Também crucial nesse processo é o papel dos advogados das empresas. “Eles precisam alertar os seus clientes sobre as exigências da lei e as consequências pelo descumprimento, cabendo às empresas adequar-se”, defende o advogado trabalhista Bernardo Lage, que falou sobre a nova legislação com a reportagem e listou dicas. Veja:
1. O que fazer diante da suspeita de discriminação salarial?
- A Lei 14.611/2023 estabelece medidas objetivas para implementar a política de igualdade salarial, incluindo a criação de um protocolo de fiscalização contra a discriminação salarial e critérios de remuneração por motivo de sexo, raça, etnia, origem ou idade.

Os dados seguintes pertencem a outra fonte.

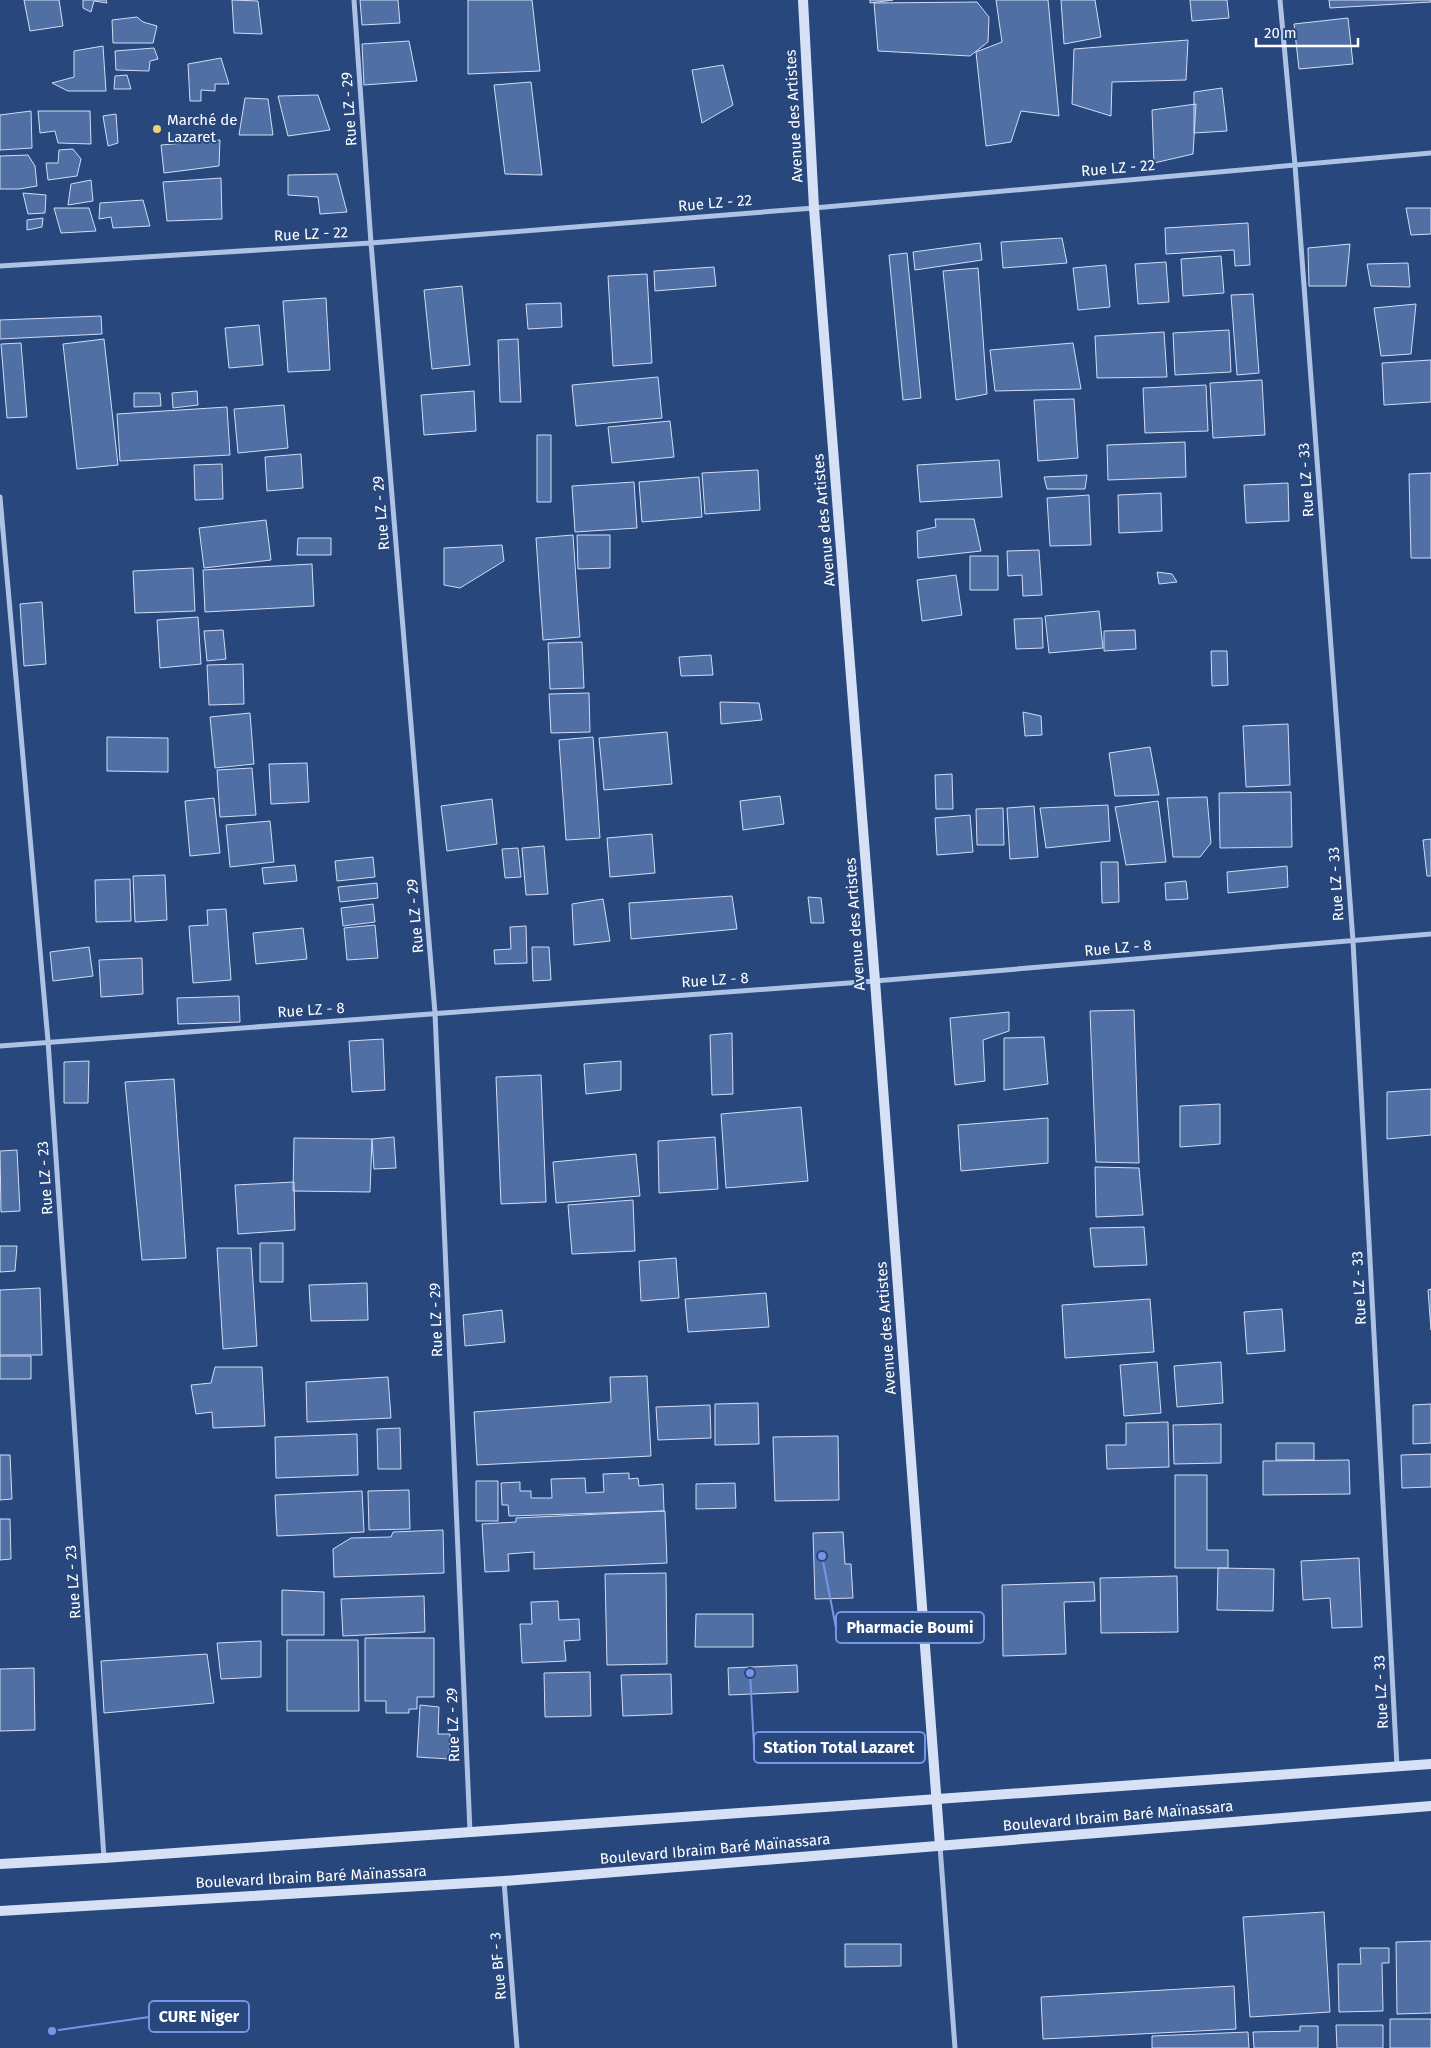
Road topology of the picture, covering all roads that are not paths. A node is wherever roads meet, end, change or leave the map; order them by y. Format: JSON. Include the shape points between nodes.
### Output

- A pessoa que desconfia desse tipo de discriminação deve coletar todo tipo de prova possível que corrobore sua desconfiança e entregar para seu advogado para tomar a medida judicial cabível.

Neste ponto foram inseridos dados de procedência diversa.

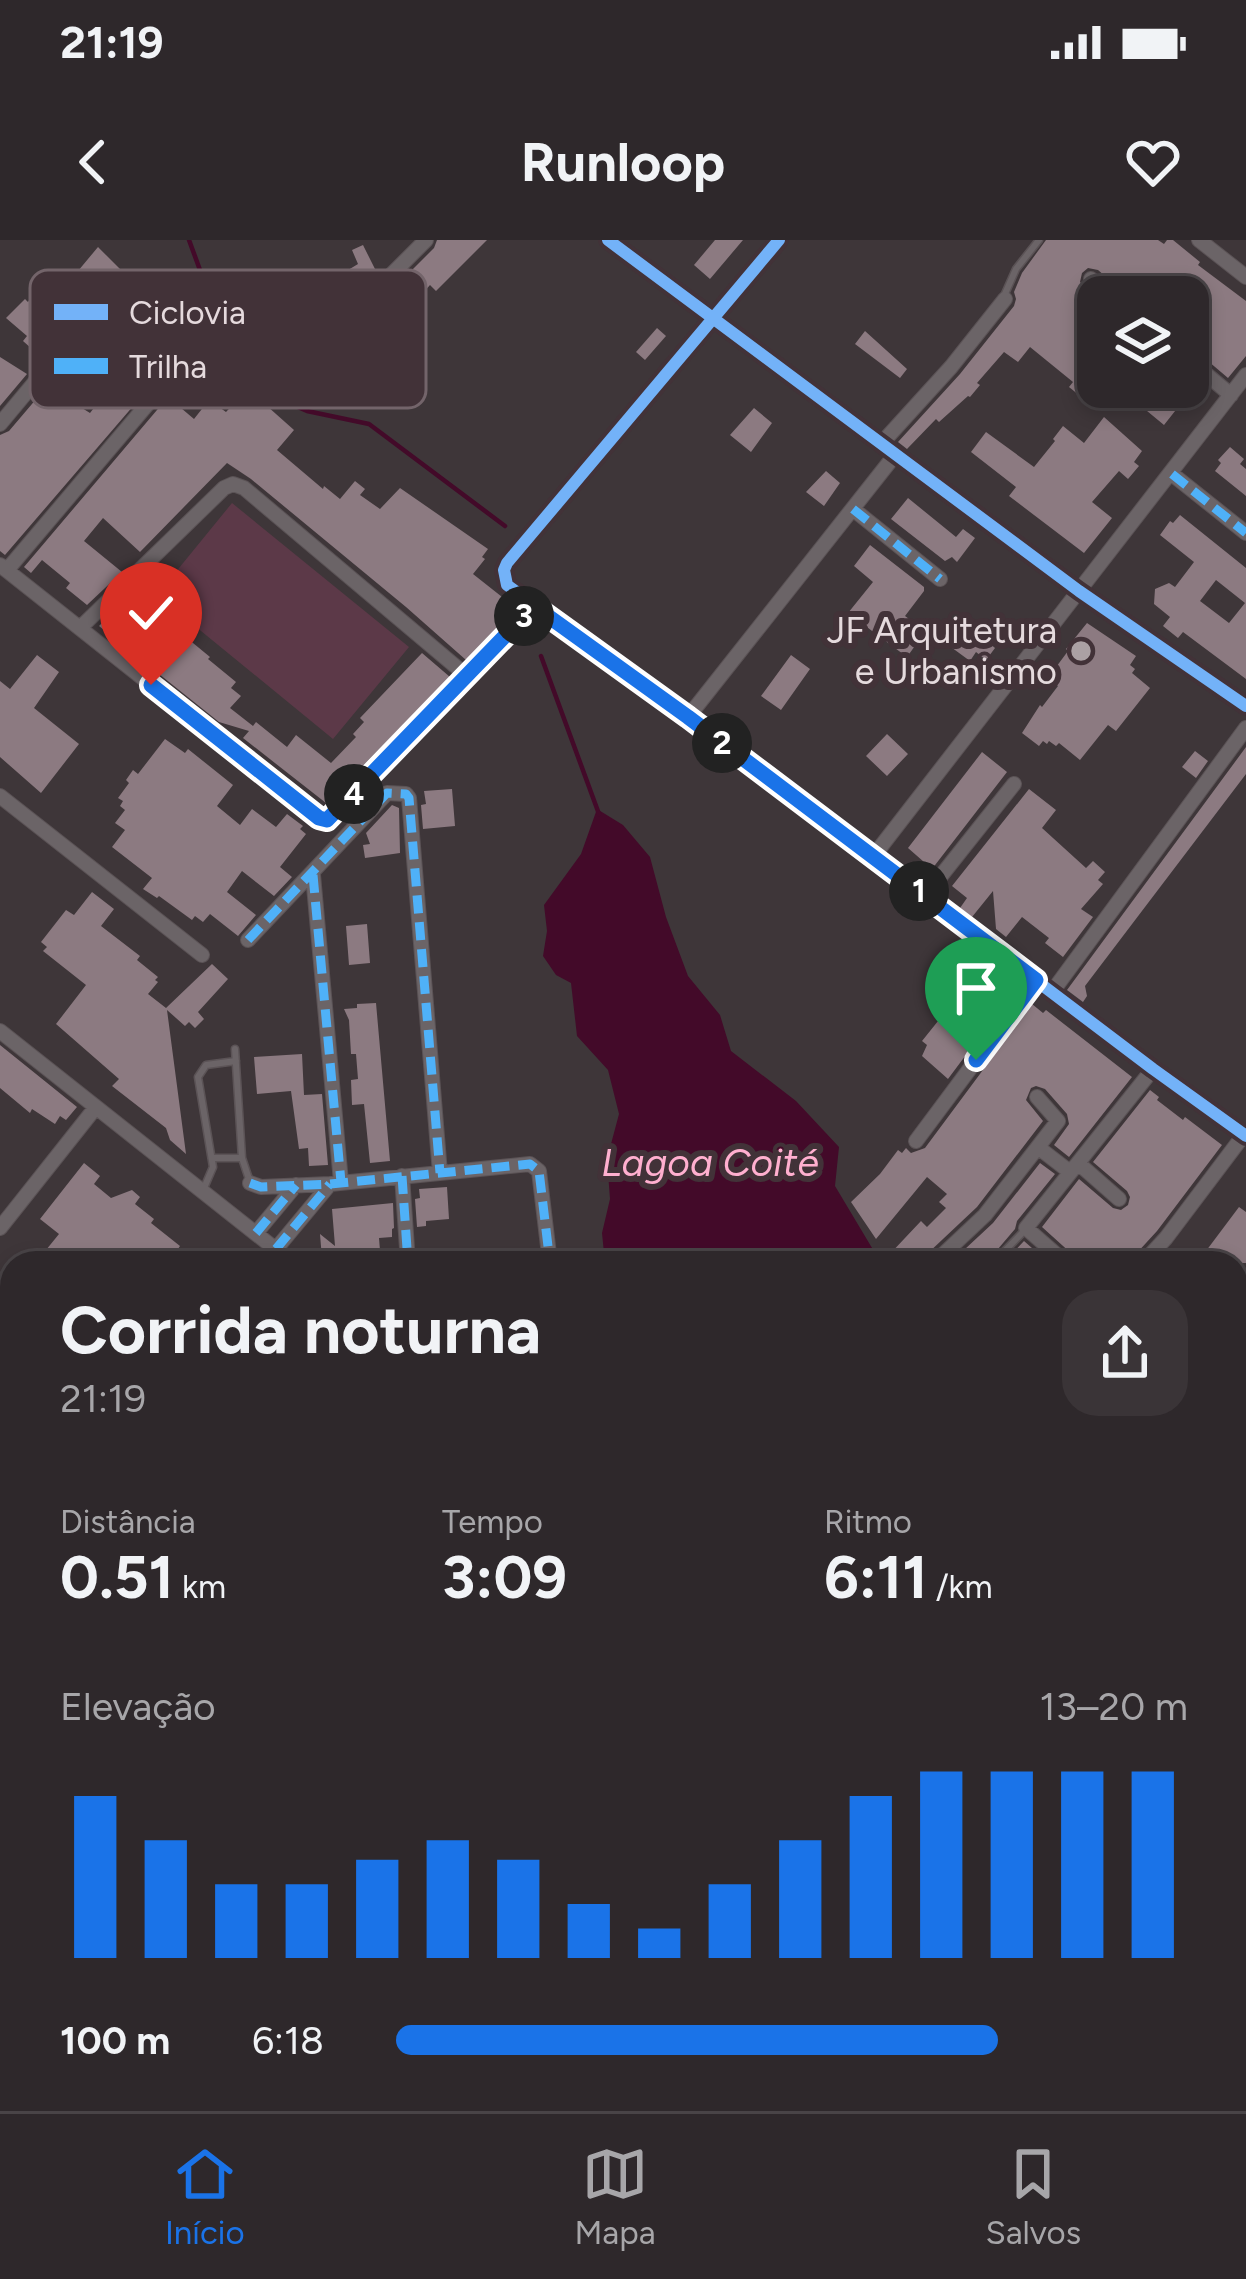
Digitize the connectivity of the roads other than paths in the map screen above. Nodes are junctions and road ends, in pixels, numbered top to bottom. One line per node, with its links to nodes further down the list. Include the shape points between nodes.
1 (426, 240): 6 (street)
2 (608, 240): 9 (street)
3 (779, 240): 9 (street)
4 (1039, 240): 8 (lane)
5 (1198, 240): 7 (street)
6 (396, 270)
7 (1246, 277)
8 (1005, 299): 16 (street)
9 (713, 319): 16 (street); 24 (street, via 507,562 507,585)
10 (1246, 375): 13 (street)
11 (1209, 376): 13 (street)
12 (30, 388): 15 (street)
13 (1231, 394): 18 (street)
14 (144, 408): 21 (street)
15 (0, 424)
16 (881, 444): 17 (street)
17 (896, 455): 19 (street); 23 (street)
18 (1172, 474): 20 (street); 23 (street)
19 (853, 508): 22 (street); 28 (street)
20 (1246, 533)
21 (4, 568): 25 (street)
22 (940, 579)
23 (1079, 591): 27 (street); 32 (street)
24 (534, 606): 26 (street); 28 (street)
25 (80, 628): 26 (street, via 319,818 330,818); 26 (street, via 232,484)
26 (467, 676)
27 (1246, 706)
28 (688, 717): 32 (street)
29 (1246, 728): 38 (street)
30 (1014, 784): 34 (street)
31 (0, 796): 36 (street)
32 (872, 858): 34 (street)
33 (313, 874): 35 (street); 51 (street, via 387,794 406,794); 54 (street)
34 (926, 896): 37 (street)
35 (248, 940)
36 (202, 955)
37 (1036, 980): 38 (street); 46 (street)
38 (1052, 992): 42 (street)
39 (0, 1031): 44 (street)
40 (235, 1049): 41 (lane)
41 (236, 1061): 48 (lane, via 206,1065 198,1077); 49 (lane)
42 (1153, 1069): 45 (street); 50 (street)
43 (1037, 1097): 47 (street, via 1058,1121)
44 (96, 1107): 56 (street); 58 (street)
45 (1245, 1134): 68 (street)
46 (916, 1141)
47 (1040, 1148): 50 (street); 65 (street)
48 (212, 1158): 49 (lane); 56 (lane)
49 (242, 1158): 53 (lane)
50 (1074, 1168): 57 (street); 59 (street)
51 (440, 1173): 52 (street); 64 (street, via 537,1168)
52 (402, 1177): 54 (street); 63 (street)
53 (250, 1183): 55 (street)
54 (335, 1183): 55 (street); 61 (street)
55 (296, 1185): 60 (street)
56 (202, 1191): 60 (street)
57 (1119, 1199)
58 (0, 1228)
59 (1026, 1228): 66 (lane); 67 (street)
60 (256, 1233): 61 (street)
61 (276, 1249): 62 (street)
62 (278, 1251)
63 (407, 1251)
64 (548, 1251)
65 (947, 1251)
66 (1004, 1251)
67 (1052, 1251)
68 (1154, 1251)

- Se essa discriminação ocorrer na fase de pré-contratação, deve-se guardar o anúncio ou chamada de emprego, para juntar no processo judicial.
2. Quais os principais aspectos da nova lei que devem ser observados pelos empregadores?
- Conforme a nova lei, quando for identificada uma disparidade salarial ou de critérios de remuneração, a empresa deverá elaborar e implementar um plano de ação visando reduzir as desigualdades encontradas. É essencial que esse plano de ação inclua metas e prazos definidos, além de assegurar a participação de representantes dos sindicatos e dos empregados nos locais de trabalho.
3. Quais devem ser os principais desafios para comprovar a discriminação salarial?
- É importante dizer que nem toda diferença salarial advém de preconceito e discriminação. A discriminação de fato existe e precisa ser combatida, mas nem sempre a diferença salarial é em decorrência de preconceito. Essas diferenças salariais também podem ser justificadas em razão de complexidade da função, grau de responsabilidade, experiência, tempo de serviço, qualificação, etc.
- Se estivermos diante de trabalho de igual valor, mesma perfeição técnica e no mesmo estabelecimento, mas com salários diferentes, exclusivamente em razão de sexo, raça, etnia ou idade, estaremos diante de uma situação de discriminação e que deve ser levada ao Judiciário, após coletadas todas as provas que sinalizam tratar de uma situação discriminatória.
4. E o que muda efetivamente com a nova legislação?
- A nova lei introduz modificações na CLT ao aumentar o valor máximo da penalidade aplicada ao empregador que descumprir a obrigação. A multa poderá atingir até dez vezes o valor do salário atual do empregado discriminado, e esse montante será dobrado em caso de reincidência.
- O texto estabelece também a obrigatoriedade de empresas com cem ou mais empregados publicarem relatórios de transparência salarial semestralmente. A falta da publicação acarreta aplicação de multa administrativa que pode corresponder a até 3% da folha de salários dos funcionários, limitada a cem salários mínimos.
- As vítimas têm ainda o direito à indenização por dano moral, cujo valor considera várias situações, como condições socioeconômicas das partes, nível social, escolaridade, o prejuízo real sofrido pela vítima, grau de intensidade, repercussão da ofensa, culpa e tudo mais que concorre para fixação do dano.